Questions for a Dinosaur (Video)
I struggled for many years to have productive conversations about the climate crisis; conversations that went beyond politics and nihilism, where me and my conversant could articulate for each other what exactly it feels like to live during this time of transition. What does it feel like, this slow loss of familiarity, this existential uncertainty on a global scale? I couldn’t have this conversation because I didn’t have the language for it. Didn’t have the language to describe this new experience of being a body on a warming planet. To build a framework for what language might look like, I began researching Earth’s history of past mass extinctions, including the extinction of the Dinosaurs.

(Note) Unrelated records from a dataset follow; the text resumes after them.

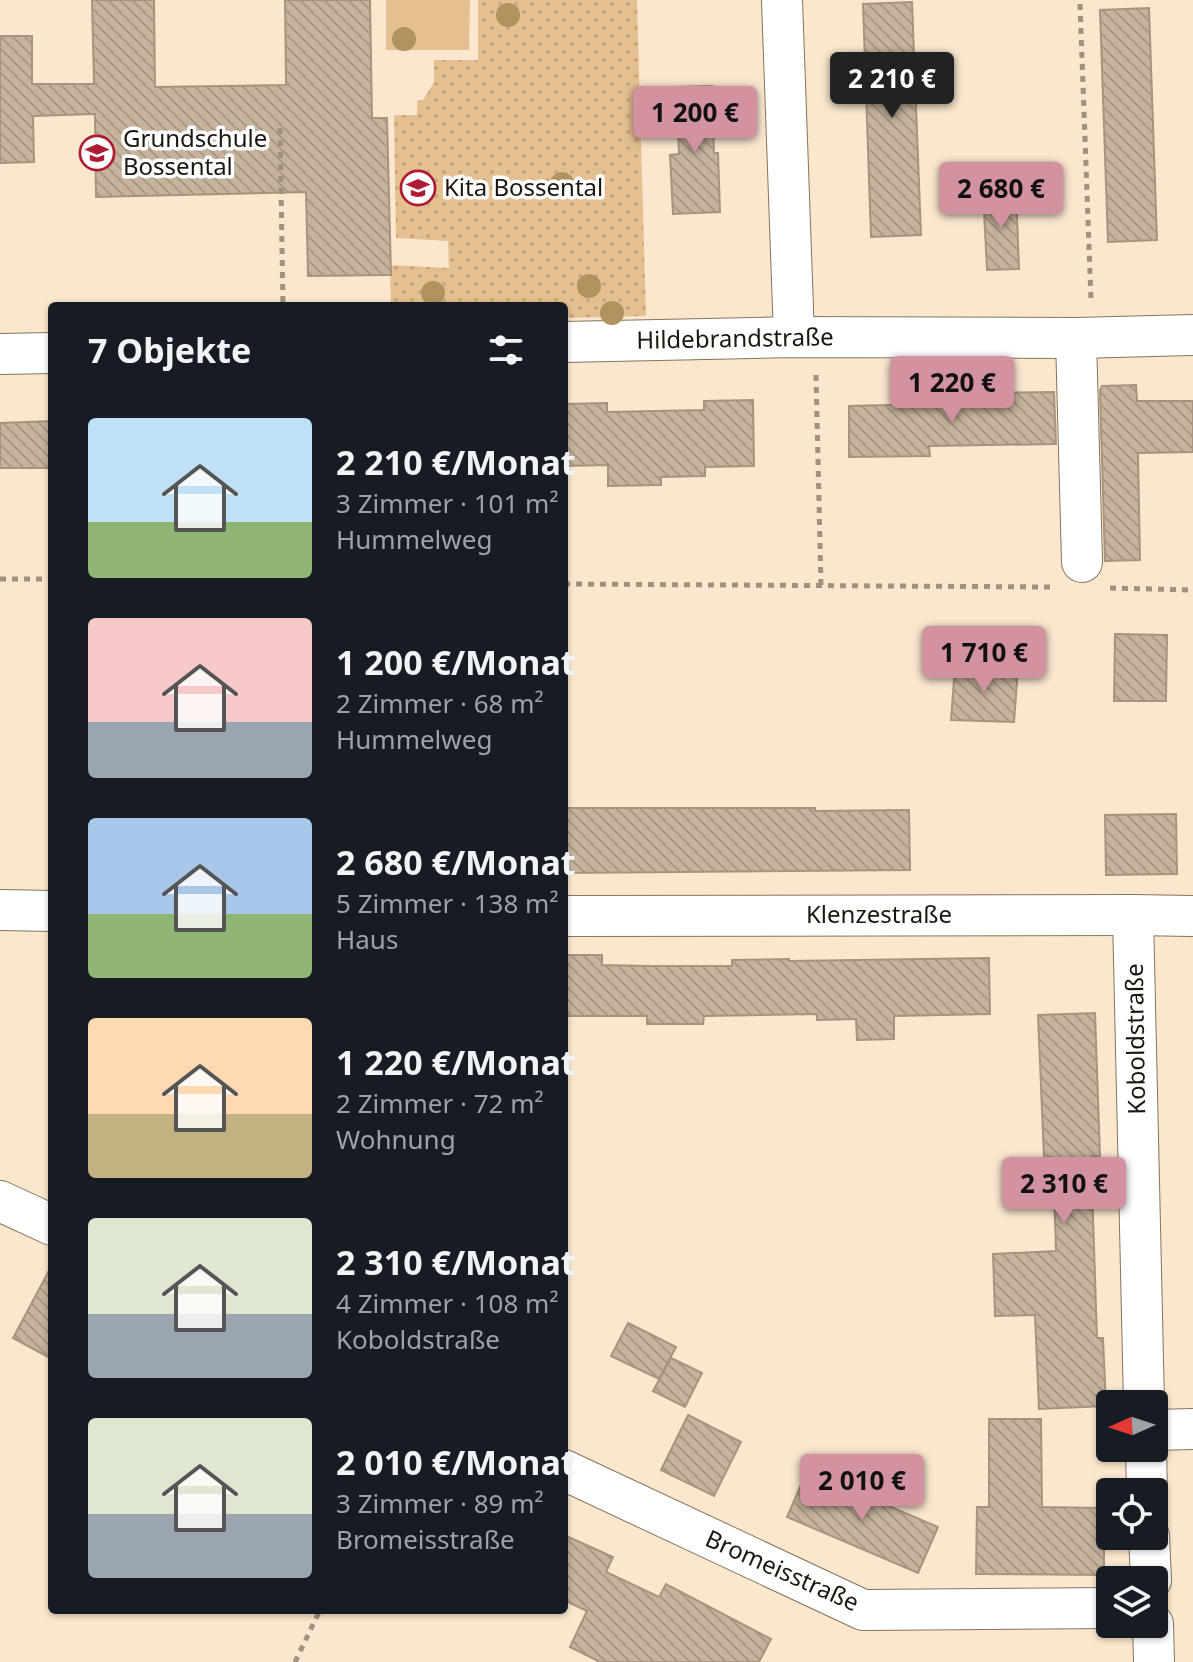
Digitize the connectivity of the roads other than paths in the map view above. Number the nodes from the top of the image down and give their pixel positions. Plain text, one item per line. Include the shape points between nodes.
1 (782, 0) edge
2 (1193, 335) edge
3 (1084, 337) junction
4 (804, 338) junction
5 (568, 342) edge
6 (48, 353) edge
7 (0, 354) edge
8 (1078, 579) road end
9 (0, 910) edge
10 (48, 911) edge
11 (1133, 915) junction
12 (568, 916) edge
13 (1193, 916) edge
14 (0, 1201) edge
15 (48, 1223) edge
16 (1144, 1390) edge
17 (1193, 1429) edge
18 (1168, 1430) edge
19 (568, 1472) edge
20 (1096, 1608) edge
21 (1153, 1638) edge
22 (1154, 1662) edge

1 - 4 street
2 - 3 street, Hildebrandstraße
3 - 4 street, Hildebrandstraße
3 - 8 street
4 - 5 street, Hildebrandstraße
6 - 7 street
9 - 10 street
11 - 12 street, Klenzestraße
11 - 13 street, Klenzestraße
11 - 16 street, Koboldstraße
14 - 15 street
17 - 18 street
19 - 20 street, Bromeisstraße via 863,1610
21 - 22 street

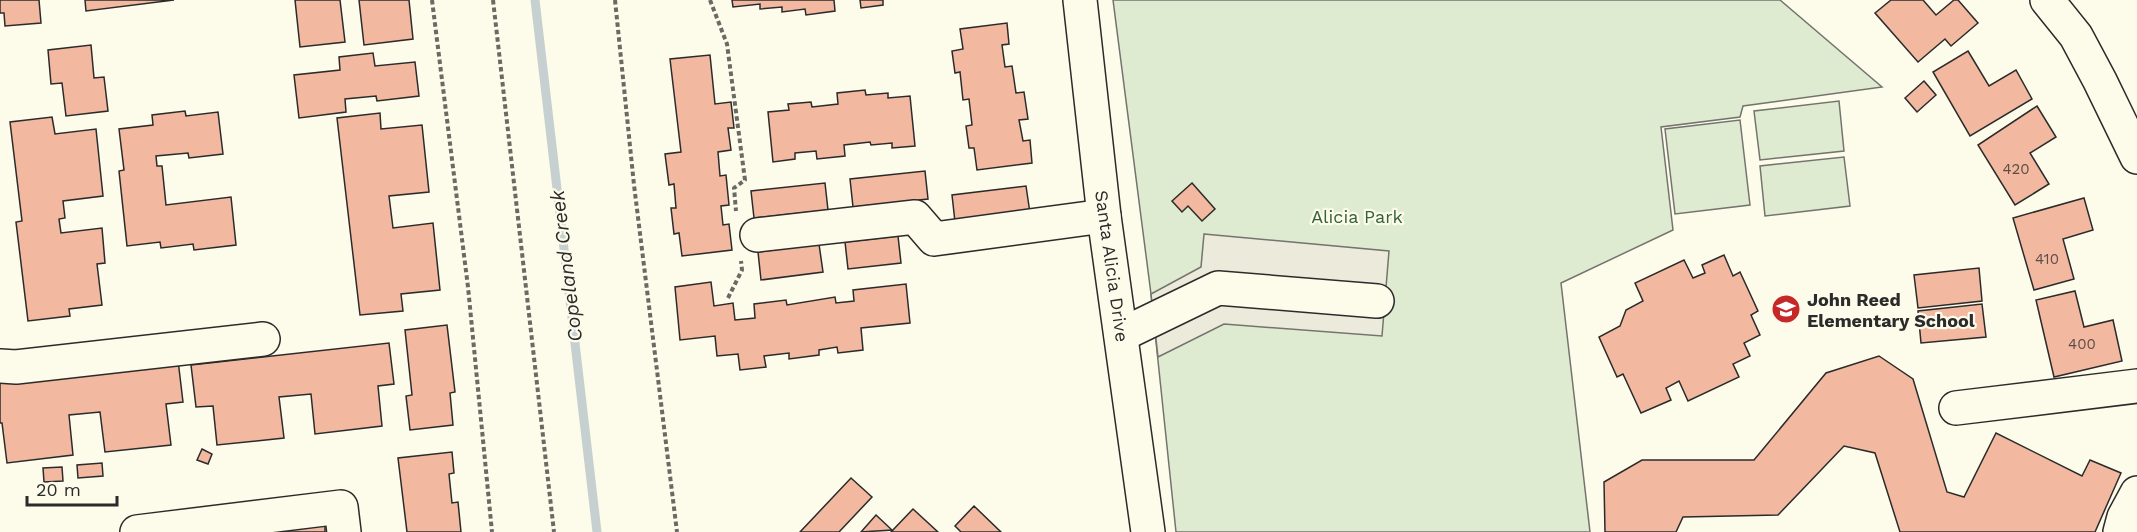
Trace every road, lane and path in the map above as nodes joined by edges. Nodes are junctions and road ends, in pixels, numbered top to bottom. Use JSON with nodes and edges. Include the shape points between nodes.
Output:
{"nodes":[{"id":1,"x":432,"y":0,"type":"edge"},
{"id":2,"x":493,"y":0,"type":"edge"},
{"id":3,"x":615,"y":0,"type":"edge"},
{"id":4,"x":710,"y":0,"type":"edge"},
{"id":5,"x":1080,"y":0,"type":"edge"},
{"id":6,"x":2047,"y":0,"type":"edge"},
{"id":7,"x":2137,"y":157,"type":"edge"},
{"id":8,"x":1104,"y":216,"type":"junction"},
{"id":9,"x":745,"y":235,"type":"junction"},
{"id":10,"x":728,"y":298,"type":"dead end"},
{"id":11,"x":1377,"y":301,"type":"dead end"},
{"id":12,"x":1121,"y":335,"type":"junction"},
{"id":13,"x":263,"y":339,"type":"dead end"},
{"id":14,"x":0,"y":366,"type":"edge"},
{"id":15,"x":2137,"y":386,"type":"edge"},
{"id":16,"x":1956,"y":408,"type":"dead end"},
{"id":17,"x":2137,"y":493,"type":"edge"},
{"id":18,"x":137,"y":532,"type":"edge"},
{"id":19,"x":344,"y":532,"type":"edge"},
{"id":20,"x":492,"y":532,"type":"edge"},
{"id":21,"x":554,"y":532,"type":"edge"},
{"id":22,"x":677,"y":532,"type":"edge"},
{"id":23,"x":1149,"y":532,"type":"edge"},
{"id":24,"x":2120,"y":532,"type":"edge"}],
"edges":[{"from":1,"to":20,"type":"path","via":[[468,287]]},
{"from":2,"to":21,"type":"path"},
{"from":3,"to":22,"type":"path"},
{"from":4,"to":9,"type":"path","via":[[727,44],[745,180],[734,188]]},
{"from":5,"to":8,"type":"street","name":"Santa Alicia Drive"},
{"from":6,"to":7,"type":"street","via":[[2076,36]]},
{"from":8,"to":9,"type":"street","via":[[934,238],[915,217]]},
{"from":8,"to":12,"type":"street","name":"Santa Alicia Drive"},
{"from":9,"to":10,"type":"path","via":[[742,270]]},
{"from":11,"to":12,"type":"street","via":[[1218,288]]},
{"from":12,"to":23,"type":"street","name":"Santa Alicia Drive"},
{"from":13,"to":14,"type":"street"},
{"from":15,"to":16,"type":"street"},
{"from":17,"to":24,"type":"street"},
{"from":18,"to":19,"type":"street","via":[[341,507]]}]}
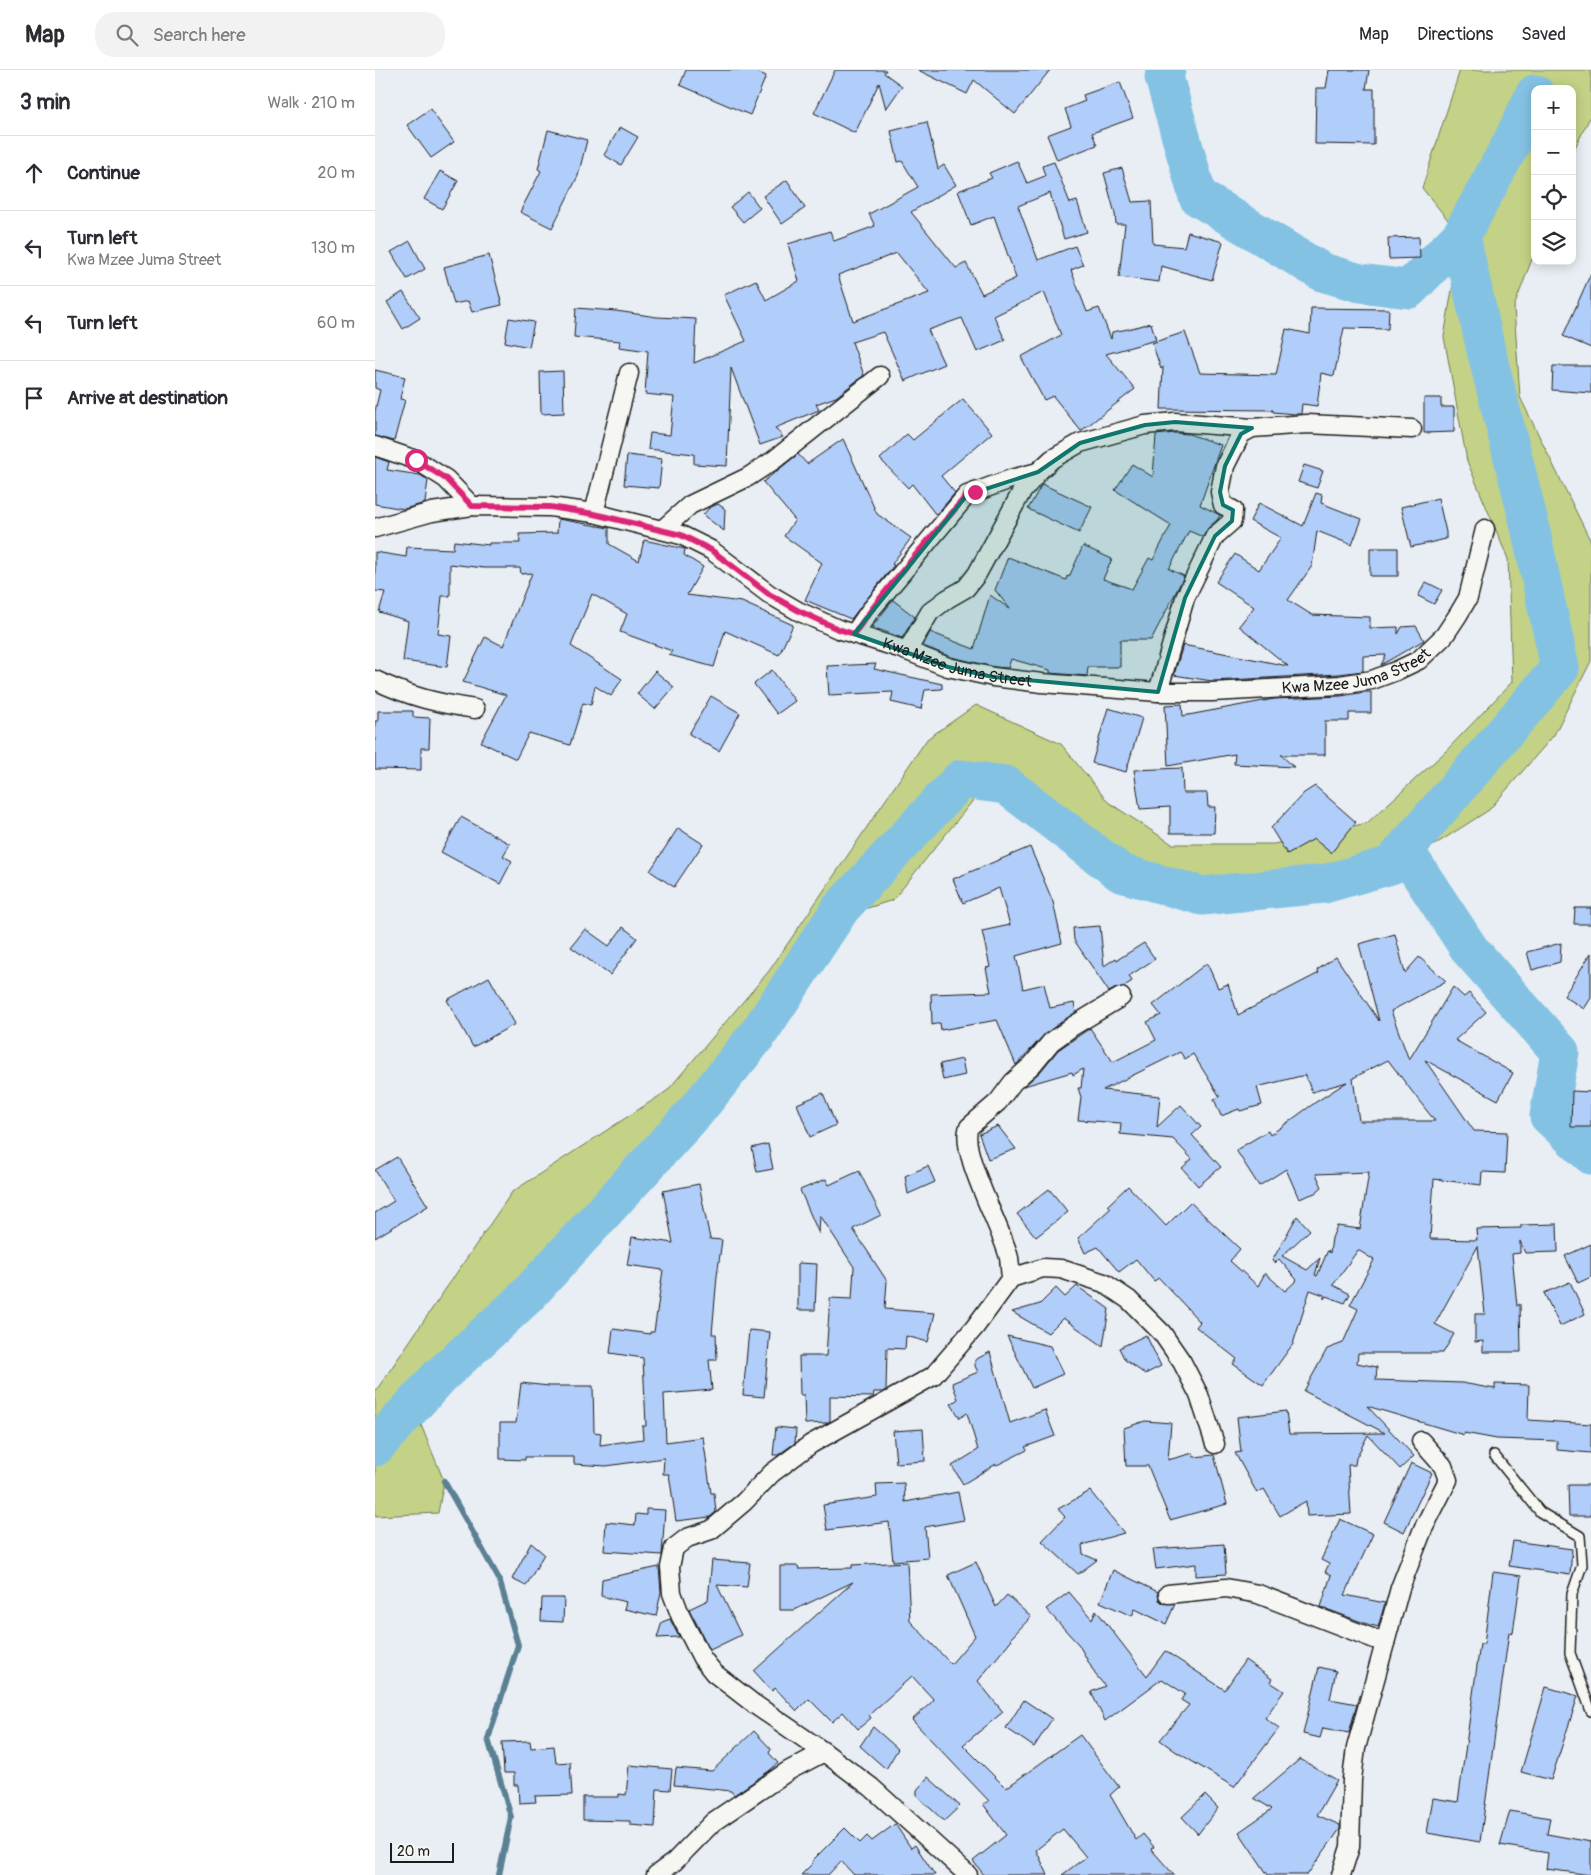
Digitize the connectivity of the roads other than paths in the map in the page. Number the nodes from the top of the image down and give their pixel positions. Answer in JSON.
{"nodes":[{"id":1,"x":629,"y":373,"type":"dead end"},
{"id":2,"x":880,"y":376,"type":"dead end"},
{"id":3,"x":1252,"y":428,"type":"junction"},
{"id":4,"x":1412,"y":429,"type":"dead end"},
{"id":5,"x":375,"y":446,"type":"edge"},
{"id":6,"x":1038,"y":472,"type":"junction"},
{"id":7,"x":472,"y":506,"type":"junction"},
{"id":8,"x":594,"y":514,"type":"junction"},
{"id":9,"x":375,"y":528,"type":"edge"},
{"id":10,"x":1485,"y":529,"type":"dead end"},
{"id":11,"x":662,"y":530,"type":"junction"},
{"id":12,"x":854,"y":634,"type":"junction"},
{"id":13,"x":907,"y":651,"type":"junction"},
{"id":14,"x":375,"y":680,"type":"edge"},
{"id":15,"x":1158,"y":692,"type":"junction"},
{"id":16,"x":475,"y":709,"type":"dead end"},
{"id":17,"x":1121,"y":997,"type":"dead end"},
{"id":18,"x":1011,"y":1278,"type":"junction"},
{"id":19,"x":1421,"y":1441,"type":"dead end"},
{"id":20,"x":1215,"y":1444,"type":"dead end"},
{"id":21,"x":1494,"y":1455,"type":"dead end"},
{"id":22,"x":1168,"y":1594,"type":"dead end"},
{"id":23,"x":1385,"y":1643,"type":"junction"},
{"id":24,"x":1591,"y":1711,"type":"edge"},
{"id":25,"x":825,"y":1752,"type":"junction"},
{"id":26,"x":656,"y":1875,"type":"edge"},
{"id":27,"x":968,"y":1875,"type":"edge"},
{"id":28,"x":1341,"y":1875,"type":"edge"}],
"edges":[{"from":1,"to":8,"type":"street"},
{"from":2,"to":11,"type":"street"},
{"from":3,"to":4,"type":"street"},
{"from":3,"to":6,"type":"street"},
{"from":3,"to":15,"type":"street"},
{"from":5,"to":7,"type":"street"},
{"from":6,"to":12,"type":"street"},
{"from":6,"to":13,"type":"street"},
{"from":7,"to":8,"type":"street","name":"Kwa Mzee Juma Street"},
{"from":7,"to":9,"type":"street","name":"Kwa Mzee Juma Street"},
{"from":8,"to":11,"type":"street","name":"Kwa Mzee Juma Street"},
{"from":10,"to":15,"type":"street","name":"Kwa Mzee Juma Street"},
{"from":11,"to":12,"type":"street","name":"Kwa Mzee Juma Street"},
{"from":12,"to":13,"type":"street","name":"Kwa Mzee Juma Street"},
{"from":13,"to":15,"type":"street","name":"Kwa Mzee Juma Street"},
{"from":14,"to":16,"type":"street"},
{"from":17,"to":18,"type":"street"},
{"from":18,"to":20,"type":"street"},
{"from":18,"to":25,"type":"street"},
{"from":19,"to":23,"type":"street"},
{"from":21,"to":24,"type":"lane"},
{"from":22,"to":23,"type":"street"},
{"from":23,"to":28,"type":"street"},
{"from":25,"to":26,"type":"street"},
{"from":25,"to":27,"type":"street"}]}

While making Questions For a Dinosaur (9 min, 2017), I had hoped to gain wisdom from one who had already experienced a changing climate. But dinosaurs are extinct, and instead of talking to a Triceratops, I soon realized I was having a conversation with myself. The kind of conversation I was struggling to have with others. Through an evolving series of questions, I asked and tried to answer, when I am fearful about the climate crisis, what do I feel fearful for exactly? This film is an articulation of the ambient eco-anxieties that are often left unsaid. And in saying, maybe we can learn to be less afraid, and more prepared to face the present for what it is, and the future for what it might become.
Talking to myself helped me better talk to others, and these questions have given birth to more questions, and more questions, and hopefully even more questions beyond those.